╭─ Materials provided
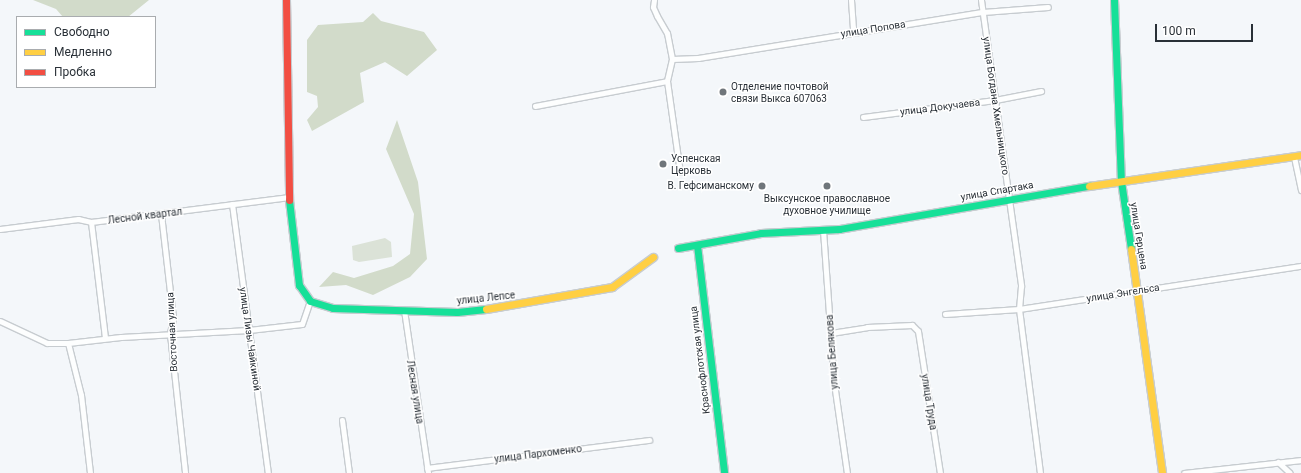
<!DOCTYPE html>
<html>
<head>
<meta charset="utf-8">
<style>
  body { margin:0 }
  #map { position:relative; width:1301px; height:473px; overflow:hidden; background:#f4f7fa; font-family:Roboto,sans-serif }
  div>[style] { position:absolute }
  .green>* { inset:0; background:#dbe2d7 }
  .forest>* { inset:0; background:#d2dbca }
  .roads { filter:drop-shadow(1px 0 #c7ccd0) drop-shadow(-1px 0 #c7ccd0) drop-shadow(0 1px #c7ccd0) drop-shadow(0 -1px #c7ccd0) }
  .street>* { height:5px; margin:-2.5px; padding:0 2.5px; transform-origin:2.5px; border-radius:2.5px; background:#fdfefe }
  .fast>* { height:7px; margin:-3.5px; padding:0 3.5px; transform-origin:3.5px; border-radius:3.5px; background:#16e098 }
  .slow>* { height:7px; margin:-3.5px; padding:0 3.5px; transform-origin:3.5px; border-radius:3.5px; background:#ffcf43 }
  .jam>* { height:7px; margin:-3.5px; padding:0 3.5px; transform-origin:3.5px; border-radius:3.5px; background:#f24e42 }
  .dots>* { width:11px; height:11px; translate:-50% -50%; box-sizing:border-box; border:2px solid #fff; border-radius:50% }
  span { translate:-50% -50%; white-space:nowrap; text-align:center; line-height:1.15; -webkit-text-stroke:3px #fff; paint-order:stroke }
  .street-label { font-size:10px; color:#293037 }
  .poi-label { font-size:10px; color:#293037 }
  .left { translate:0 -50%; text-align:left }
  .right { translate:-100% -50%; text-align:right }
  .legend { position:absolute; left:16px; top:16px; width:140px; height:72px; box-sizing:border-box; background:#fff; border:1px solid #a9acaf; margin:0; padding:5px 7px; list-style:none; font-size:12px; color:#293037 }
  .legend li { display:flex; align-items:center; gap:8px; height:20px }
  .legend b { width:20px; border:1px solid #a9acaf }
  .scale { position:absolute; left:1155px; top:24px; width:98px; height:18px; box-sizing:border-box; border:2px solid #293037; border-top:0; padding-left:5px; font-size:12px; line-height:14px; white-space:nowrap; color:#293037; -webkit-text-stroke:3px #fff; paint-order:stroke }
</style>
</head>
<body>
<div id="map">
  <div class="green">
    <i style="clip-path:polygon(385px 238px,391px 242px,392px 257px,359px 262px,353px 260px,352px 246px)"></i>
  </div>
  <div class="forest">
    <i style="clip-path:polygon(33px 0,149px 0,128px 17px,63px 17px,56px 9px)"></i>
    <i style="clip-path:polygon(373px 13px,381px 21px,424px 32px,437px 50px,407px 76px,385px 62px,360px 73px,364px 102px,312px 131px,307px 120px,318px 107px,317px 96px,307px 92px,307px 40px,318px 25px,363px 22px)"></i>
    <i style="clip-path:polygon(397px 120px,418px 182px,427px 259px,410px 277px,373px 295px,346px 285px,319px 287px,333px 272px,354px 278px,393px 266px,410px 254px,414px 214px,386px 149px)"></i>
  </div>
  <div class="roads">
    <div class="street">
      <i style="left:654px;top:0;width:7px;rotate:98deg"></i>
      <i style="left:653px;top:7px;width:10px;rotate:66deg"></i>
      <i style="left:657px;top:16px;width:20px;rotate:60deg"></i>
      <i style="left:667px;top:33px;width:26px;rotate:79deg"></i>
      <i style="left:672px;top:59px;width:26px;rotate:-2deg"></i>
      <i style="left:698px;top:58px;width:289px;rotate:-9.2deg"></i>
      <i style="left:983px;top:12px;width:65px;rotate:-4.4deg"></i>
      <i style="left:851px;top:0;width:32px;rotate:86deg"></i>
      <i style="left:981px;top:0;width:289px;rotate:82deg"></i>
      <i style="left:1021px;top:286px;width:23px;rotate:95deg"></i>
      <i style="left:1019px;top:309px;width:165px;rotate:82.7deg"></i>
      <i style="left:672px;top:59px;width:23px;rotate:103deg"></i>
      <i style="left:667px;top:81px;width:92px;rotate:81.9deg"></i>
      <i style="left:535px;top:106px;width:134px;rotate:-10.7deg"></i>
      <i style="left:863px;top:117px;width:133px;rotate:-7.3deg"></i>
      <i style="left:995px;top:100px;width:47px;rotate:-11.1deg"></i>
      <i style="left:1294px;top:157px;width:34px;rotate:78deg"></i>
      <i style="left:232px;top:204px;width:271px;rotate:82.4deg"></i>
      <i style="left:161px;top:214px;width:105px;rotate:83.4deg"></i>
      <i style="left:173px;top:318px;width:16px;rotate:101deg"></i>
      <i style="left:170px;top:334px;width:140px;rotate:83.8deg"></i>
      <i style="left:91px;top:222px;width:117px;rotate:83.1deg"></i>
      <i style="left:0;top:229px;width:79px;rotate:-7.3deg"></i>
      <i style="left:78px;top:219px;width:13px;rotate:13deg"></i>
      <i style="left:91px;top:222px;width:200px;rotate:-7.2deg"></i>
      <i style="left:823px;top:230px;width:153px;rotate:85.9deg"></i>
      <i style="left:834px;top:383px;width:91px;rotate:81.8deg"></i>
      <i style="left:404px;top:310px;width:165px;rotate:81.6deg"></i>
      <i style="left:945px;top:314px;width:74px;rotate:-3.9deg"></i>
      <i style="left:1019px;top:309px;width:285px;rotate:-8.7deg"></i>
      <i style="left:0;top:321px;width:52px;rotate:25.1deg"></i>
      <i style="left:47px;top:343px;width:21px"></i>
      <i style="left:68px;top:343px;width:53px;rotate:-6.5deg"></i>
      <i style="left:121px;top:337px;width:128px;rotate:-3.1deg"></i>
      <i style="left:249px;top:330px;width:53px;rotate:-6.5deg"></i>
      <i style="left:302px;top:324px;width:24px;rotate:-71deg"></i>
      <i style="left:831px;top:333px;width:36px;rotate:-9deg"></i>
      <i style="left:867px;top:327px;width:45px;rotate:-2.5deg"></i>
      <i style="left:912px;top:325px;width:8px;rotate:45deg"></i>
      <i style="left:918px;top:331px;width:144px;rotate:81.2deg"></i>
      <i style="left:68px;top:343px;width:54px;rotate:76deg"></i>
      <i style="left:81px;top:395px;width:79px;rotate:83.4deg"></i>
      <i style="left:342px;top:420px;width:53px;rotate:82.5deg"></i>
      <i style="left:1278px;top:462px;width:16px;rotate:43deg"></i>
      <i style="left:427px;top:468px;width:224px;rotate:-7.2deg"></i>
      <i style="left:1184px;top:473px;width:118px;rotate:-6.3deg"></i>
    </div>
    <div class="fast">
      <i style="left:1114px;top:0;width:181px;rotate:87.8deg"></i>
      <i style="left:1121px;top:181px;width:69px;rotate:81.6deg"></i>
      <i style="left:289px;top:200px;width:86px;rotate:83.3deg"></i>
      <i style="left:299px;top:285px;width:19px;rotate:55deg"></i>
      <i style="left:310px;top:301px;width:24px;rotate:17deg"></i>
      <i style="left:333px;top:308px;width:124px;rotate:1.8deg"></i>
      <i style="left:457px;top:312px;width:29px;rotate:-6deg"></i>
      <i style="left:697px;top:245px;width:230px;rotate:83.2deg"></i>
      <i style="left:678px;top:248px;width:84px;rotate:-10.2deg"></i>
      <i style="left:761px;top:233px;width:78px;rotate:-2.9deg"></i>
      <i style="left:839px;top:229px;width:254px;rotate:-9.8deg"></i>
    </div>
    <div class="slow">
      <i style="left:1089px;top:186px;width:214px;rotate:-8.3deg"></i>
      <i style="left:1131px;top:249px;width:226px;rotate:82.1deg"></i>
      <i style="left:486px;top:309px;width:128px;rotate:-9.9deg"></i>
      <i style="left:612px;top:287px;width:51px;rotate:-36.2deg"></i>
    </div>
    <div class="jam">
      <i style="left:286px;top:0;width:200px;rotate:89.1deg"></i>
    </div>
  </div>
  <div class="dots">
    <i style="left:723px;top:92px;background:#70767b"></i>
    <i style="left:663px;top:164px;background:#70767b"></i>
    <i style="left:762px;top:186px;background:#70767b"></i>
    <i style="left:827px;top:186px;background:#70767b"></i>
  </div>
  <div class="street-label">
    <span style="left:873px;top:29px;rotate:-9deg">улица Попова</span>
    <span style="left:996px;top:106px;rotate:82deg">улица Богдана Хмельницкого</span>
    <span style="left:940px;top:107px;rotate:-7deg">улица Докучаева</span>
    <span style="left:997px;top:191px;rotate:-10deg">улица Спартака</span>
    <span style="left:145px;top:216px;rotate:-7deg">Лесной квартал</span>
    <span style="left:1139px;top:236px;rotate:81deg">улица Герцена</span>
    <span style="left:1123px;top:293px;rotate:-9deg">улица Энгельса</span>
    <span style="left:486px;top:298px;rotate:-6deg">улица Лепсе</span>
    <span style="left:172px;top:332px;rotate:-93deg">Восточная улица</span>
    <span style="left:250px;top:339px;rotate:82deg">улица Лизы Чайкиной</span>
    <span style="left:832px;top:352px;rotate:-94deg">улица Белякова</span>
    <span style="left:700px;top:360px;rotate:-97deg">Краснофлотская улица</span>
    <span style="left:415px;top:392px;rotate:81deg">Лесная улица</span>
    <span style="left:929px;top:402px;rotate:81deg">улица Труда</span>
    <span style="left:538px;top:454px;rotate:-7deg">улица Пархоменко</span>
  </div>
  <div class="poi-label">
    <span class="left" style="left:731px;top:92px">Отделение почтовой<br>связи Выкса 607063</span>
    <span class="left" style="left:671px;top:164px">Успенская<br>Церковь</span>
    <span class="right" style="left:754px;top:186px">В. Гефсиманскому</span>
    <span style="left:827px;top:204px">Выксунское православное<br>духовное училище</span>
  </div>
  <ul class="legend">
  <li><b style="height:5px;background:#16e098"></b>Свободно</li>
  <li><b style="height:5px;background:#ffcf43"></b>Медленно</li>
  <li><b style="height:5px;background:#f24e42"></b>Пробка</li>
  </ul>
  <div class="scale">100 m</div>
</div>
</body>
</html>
╰─
In the entries above, the lines from the one bearing "position:relative; width:1301px; height:473px;" up to and including the one bearing "filter:drop-shadow(1px 0 #c7ccd0)" should be transcribed exactly; no other line is wanted.

  #map { position:relative; width:1301px; height:473px; overflow:hidden; background:#f4f7fa; font-family:Roboto,sans-serif }
  div>[style] { position:absolute }
  .green>* { inset:0; background:#dbe2d7 }
  .forest>* { inset:0; background:#d2dbca }
  .roads { filter:drop-shadow(1px 0 #c7ccd0) drop-shadow(-1px 0 #c7ccd0) drop-shadow(0 1px #c7ccd0) drop-shadow(0 -1px #c7ccd0) }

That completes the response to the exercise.